Your instructions —
Would you output the entries below only from the line containing "Trace all roads" through the line containing "Road topology of", exactly as they stand and with both ends included?

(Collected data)
--------------------------------

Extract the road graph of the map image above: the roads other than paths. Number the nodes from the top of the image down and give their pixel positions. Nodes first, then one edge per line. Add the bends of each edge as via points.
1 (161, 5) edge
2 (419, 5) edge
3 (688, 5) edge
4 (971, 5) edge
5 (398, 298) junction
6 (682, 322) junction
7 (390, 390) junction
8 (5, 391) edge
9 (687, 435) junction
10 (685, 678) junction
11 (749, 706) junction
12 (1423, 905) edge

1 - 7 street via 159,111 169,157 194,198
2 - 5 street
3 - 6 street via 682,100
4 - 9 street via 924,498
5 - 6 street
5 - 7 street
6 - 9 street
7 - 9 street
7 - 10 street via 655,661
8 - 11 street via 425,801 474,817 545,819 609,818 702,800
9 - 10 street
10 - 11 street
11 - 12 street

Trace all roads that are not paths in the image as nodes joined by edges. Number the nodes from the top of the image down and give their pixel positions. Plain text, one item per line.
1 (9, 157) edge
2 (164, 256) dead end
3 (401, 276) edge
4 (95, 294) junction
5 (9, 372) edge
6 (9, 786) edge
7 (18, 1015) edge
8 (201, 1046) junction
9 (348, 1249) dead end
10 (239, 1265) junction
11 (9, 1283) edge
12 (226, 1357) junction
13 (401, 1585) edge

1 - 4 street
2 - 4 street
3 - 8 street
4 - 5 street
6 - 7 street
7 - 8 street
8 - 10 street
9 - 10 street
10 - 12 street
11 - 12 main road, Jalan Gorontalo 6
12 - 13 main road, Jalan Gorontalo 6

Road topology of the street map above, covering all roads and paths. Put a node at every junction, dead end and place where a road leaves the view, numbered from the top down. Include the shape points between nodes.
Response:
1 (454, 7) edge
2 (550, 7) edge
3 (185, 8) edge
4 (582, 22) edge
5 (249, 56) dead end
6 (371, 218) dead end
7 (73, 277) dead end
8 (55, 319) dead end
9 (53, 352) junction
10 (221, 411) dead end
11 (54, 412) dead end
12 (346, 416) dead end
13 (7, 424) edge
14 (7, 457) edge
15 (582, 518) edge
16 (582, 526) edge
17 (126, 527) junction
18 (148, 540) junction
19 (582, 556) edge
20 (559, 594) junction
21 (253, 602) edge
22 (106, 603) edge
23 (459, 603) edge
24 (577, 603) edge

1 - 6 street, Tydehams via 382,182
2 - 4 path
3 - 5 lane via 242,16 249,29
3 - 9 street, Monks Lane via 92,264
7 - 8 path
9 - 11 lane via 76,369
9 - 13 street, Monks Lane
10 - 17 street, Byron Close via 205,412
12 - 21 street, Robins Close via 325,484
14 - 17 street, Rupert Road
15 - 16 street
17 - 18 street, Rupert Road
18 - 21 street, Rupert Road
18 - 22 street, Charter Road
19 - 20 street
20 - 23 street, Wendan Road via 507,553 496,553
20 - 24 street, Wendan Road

--------------------------------

Result of the exercise —
Trace all roads that are not paths in the image as nodes joined by edges. Number the nodes from the top of the image down and give their pixel positions. Plain text, one item per line.
1 (9, 157) edge
2 (164, 256) dead end
3 (401, 276) edge
4 (95, 294) junction
5 (9, 372) edge
6 (9, 786) edge
7 (18, 1015) edge
8 (201, 1046) junction
9 (348, 1249) dead end
10 (239, 1265) junction
11 (9, 1283) edge
12 (226, 1357) junction
13 (401, 1585) edge

1 - 4 street
2 - 4 street
3 - 8 street
4 - 5 street
6 - 7 street
7 - 8 street
8 - 10 street
9 - 10 street
10 - 12 street
11 - 12 main road, Jalan Gorontalo 6
12 - 13 main road, Jalan Gorontalo 6

Road topology of the street map above, covering all roads and paths. Put a node at every junction, dead end and place where a road leaves the view, numbered from the top down. Include the shape points between nodes.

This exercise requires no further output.